Raman Shresta: The publishing industry, in spite of what we might say, is still a small industry. And everyone knows or knows of one another, especially within the indie bookshop scene. And many of us got to know one another at publishing conferences over the years.

While the need for having a forum was always simmering within us individually, the news of the American indies coming together to make their own platform really got the conversation going. An association could collectively address issues that we as independent booksellers were facing and help to learn from each other. Then the lockdown hit us. It was now or never.

It made us connect, pause, reflect and take the plunge.

Have there been any similar associations in the past?
LF: There is a Federation of Publishers and Booksellers Associations of India, which implies that bookseller associations do exist. However, we have not heard of any association formed by independent bookstores in the past.

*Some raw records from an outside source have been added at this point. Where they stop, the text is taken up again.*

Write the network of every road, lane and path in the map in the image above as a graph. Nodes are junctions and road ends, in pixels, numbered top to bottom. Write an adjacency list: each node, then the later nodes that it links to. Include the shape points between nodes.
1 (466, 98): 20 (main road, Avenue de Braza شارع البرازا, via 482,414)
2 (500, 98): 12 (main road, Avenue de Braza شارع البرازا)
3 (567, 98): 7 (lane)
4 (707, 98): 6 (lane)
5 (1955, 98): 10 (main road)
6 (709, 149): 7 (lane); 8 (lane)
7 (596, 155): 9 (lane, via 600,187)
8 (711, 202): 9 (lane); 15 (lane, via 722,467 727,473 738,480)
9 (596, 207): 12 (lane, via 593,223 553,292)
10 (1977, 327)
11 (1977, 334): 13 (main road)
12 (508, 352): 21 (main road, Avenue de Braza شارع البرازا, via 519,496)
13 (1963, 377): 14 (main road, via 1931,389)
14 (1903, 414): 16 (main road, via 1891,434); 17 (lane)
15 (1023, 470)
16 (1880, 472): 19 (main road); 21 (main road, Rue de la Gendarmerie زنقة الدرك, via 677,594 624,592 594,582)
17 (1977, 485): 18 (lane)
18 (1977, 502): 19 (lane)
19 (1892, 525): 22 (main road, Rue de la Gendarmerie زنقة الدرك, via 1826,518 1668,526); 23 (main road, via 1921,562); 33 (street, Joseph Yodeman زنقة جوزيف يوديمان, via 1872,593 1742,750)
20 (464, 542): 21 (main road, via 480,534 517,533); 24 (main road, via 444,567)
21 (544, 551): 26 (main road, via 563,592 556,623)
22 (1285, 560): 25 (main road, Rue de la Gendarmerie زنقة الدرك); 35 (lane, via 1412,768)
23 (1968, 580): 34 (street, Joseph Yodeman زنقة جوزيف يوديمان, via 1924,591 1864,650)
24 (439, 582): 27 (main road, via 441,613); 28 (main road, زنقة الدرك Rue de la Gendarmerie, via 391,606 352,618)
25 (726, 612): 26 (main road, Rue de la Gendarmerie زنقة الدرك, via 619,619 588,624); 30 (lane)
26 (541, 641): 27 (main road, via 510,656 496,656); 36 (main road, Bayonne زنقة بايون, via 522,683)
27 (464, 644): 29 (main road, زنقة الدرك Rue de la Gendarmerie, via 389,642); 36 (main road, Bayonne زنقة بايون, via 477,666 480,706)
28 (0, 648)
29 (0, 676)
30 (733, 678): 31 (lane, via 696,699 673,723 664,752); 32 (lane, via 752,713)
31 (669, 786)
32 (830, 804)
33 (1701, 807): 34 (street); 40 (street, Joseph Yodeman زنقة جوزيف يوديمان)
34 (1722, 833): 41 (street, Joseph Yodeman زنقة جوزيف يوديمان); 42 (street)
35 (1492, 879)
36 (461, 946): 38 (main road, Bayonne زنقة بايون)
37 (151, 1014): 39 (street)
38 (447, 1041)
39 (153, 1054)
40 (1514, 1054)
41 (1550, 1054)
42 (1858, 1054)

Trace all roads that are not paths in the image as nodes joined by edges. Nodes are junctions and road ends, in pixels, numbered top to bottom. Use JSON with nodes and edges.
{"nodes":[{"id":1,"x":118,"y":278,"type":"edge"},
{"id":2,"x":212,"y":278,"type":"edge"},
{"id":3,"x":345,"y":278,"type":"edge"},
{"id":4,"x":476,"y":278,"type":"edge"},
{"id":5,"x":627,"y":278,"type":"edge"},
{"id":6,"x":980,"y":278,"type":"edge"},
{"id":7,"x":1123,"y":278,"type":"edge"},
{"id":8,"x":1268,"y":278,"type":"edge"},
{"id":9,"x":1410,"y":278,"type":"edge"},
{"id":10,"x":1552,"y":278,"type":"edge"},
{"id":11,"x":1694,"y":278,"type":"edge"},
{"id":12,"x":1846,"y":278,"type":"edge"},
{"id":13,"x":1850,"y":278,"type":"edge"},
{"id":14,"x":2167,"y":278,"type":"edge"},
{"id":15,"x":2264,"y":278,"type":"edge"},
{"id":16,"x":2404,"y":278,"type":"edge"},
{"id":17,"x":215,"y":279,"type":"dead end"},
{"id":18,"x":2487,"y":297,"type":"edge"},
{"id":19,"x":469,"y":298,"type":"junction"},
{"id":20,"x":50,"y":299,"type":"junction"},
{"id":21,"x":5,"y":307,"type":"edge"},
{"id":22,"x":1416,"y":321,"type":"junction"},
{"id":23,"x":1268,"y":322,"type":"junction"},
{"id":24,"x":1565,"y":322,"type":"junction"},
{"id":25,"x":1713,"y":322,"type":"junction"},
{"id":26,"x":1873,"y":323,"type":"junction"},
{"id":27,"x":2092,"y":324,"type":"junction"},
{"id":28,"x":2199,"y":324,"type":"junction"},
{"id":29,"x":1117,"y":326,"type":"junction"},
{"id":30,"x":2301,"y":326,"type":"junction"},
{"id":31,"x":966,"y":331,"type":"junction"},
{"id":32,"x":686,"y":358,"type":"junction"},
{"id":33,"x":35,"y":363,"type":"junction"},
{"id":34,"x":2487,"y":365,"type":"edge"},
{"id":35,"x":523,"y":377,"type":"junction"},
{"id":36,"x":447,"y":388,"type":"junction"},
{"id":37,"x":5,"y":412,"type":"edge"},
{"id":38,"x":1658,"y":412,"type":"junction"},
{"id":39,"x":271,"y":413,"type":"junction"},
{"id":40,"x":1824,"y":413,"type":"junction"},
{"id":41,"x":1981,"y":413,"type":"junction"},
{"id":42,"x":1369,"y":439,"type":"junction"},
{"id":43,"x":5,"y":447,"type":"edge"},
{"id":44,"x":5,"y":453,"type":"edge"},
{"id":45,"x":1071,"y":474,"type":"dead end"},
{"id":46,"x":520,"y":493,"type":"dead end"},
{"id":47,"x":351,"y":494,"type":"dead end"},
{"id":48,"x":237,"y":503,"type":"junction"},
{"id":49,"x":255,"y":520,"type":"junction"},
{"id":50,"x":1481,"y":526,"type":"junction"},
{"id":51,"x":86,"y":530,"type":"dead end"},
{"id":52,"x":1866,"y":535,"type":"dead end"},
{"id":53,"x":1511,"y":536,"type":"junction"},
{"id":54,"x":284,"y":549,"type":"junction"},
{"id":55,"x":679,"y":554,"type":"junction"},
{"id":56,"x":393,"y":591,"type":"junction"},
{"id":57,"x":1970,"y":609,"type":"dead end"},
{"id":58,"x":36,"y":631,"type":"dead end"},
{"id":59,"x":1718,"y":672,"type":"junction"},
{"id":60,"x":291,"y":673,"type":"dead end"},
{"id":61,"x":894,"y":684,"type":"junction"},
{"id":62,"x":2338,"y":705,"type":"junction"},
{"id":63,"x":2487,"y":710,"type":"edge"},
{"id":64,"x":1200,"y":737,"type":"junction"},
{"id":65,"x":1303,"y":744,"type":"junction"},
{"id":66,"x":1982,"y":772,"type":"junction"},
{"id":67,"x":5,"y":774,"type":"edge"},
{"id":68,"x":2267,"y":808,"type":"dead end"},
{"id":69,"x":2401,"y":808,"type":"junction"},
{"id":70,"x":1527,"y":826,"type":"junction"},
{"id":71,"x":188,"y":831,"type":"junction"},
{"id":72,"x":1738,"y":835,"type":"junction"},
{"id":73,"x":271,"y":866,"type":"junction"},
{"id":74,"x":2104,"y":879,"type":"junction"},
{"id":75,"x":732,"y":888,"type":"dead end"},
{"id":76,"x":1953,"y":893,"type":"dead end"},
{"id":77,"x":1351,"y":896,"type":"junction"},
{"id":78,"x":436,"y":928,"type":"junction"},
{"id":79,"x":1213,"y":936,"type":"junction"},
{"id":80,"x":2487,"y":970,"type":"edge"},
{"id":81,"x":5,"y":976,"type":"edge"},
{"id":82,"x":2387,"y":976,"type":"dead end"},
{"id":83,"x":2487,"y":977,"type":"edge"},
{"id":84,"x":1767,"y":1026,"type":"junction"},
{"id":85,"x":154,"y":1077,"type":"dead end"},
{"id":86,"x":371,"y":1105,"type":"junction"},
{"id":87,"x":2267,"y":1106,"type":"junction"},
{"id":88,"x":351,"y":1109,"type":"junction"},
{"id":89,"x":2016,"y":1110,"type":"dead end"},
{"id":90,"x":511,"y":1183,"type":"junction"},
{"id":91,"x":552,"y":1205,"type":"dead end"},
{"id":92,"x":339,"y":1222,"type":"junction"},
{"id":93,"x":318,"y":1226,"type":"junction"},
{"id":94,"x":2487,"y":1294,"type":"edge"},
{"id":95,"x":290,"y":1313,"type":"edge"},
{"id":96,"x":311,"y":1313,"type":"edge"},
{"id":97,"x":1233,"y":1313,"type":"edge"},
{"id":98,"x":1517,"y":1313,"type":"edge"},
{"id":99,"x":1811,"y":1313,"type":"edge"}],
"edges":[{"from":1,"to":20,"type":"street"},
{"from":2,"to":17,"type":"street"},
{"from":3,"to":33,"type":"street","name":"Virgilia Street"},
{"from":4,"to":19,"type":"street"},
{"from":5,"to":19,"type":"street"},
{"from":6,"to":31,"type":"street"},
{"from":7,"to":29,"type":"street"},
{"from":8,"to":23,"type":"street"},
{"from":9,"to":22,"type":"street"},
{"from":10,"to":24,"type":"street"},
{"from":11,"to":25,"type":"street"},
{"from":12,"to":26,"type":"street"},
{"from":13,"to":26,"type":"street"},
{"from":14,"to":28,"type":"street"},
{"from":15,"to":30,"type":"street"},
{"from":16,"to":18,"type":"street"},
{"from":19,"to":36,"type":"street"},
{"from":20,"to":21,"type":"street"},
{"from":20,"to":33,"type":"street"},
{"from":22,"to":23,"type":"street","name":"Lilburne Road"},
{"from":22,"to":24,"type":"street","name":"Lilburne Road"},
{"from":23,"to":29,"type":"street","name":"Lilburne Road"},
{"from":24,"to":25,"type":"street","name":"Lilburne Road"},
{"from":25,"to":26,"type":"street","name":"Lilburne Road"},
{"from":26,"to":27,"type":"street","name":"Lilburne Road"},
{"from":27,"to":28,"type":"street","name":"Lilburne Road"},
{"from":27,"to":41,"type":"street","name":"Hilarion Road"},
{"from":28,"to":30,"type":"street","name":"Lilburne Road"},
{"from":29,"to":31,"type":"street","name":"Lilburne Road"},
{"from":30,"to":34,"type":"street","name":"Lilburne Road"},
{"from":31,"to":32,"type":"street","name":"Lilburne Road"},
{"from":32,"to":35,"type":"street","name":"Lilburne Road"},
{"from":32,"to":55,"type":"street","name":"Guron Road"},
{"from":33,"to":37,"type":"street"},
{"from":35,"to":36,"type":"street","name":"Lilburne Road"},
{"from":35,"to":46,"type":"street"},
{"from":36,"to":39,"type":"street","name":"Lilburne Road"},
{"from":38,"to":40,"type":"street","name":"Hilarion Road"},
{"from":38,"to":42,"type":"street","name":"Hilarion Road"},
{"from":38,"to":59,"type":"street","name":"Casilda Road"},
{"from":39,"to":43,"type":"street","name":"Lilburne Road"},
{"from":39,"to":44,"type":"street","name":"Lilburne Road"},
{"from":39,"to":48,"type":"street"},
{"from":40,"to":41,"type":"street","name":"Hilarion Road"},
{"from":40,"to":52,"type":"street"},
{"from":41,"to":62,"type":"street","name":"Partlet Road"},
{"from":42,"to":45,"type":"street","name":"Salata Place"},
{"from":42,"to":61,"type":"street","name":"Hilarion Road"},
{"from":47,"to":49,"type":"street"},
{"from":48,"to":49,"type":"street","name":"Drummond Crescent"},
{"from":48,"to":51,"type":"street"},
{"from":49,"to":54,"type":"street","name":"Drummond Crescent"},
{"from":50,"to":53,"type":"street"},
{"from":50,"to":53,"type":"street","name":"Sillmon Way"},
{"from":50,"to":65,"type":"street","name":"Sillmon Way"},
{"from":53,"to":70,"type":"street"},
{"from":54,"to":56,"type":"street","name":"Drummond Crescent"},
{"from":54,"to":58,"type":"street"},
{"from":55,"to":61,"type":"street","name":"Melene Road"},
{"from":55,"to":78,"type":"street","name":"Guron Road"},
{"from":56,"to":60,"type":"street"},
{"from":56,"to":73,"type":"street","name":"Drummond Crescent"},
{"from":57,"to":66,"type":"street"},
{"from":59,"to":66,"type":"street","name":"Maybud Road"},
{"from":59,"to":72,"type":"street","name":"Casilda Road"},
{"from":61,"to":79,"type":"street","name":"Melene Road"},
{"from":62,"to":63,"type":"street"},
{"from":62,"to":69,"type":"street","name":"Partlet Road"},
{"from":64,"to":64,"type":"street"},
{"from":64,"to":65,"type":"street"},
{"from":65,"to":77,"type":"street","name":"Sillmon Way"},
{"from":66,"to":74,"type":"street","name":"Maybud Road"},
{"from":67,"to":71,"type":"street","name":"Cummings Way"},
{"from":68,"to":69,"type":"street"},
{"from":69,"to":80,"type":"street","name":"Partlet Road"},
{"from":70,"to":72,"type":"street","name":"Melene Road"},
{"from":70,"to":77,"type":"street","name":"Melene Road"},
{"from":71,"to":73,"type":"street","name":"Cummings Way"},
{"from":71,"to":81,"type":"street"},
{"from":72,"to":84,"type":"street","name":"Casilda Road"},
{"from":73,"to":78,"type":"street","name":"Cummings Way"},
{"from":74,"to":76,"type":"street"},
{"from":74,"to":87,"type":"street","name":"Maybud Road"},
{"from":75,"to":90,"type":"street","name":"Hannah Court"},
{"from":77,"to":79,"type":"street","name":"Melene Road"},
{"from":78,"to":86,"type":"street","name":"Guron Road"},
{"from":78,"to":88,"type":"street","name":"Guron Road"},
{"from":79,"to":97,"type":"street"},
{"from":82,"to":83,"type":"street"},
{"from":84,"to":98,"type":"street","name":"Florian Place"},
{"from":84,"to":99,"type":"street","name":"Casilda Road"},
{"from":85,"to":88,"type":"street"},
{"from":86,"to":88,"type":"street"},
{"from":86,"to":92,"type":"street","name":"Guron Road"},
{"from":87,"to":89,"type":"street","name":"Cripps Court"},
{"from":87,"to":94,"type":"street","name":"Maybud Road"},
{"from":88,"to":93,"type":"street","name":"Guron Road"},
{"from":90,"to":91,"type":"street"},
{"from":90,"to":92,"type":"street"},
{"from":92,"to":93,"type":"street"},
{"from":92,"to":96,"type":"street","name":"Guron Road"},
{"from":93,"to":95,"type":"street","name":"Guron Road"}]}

How do you feel about founding such an association in a country that doesn’t have a single formal, organised publishing association?
We believe it is an important first step. The challenge lies in getting most, if not all, independent booksellers to come together, and buy into what the founding six members have enumerated as their objectives. The challenge is also to make the Association relevant to its members. Members will feel that joining the Association makes no difference to them if their problems remain unaddressed or unresolved.

As for publishers, there are indeed formal associations. There is FPBAI, FIP and API.

Tell us about some of the major problems faced by independent bookstores in India.
There are many, and almost all can be traced to individual bookstores not having much of bargaining power. So, for instance, when a publisher gives Amazon or a certain distributor an exclusive right over certain titles for, say, six months, individual bookshops can cry hoarse over the perceived injustice, but nothing will come out of it. Similarly, if a distributor cannot get books to a particular bookshop in time, resulting in a loss of sales and goodwill, any protestations will be isolated and drowned in the cacophony.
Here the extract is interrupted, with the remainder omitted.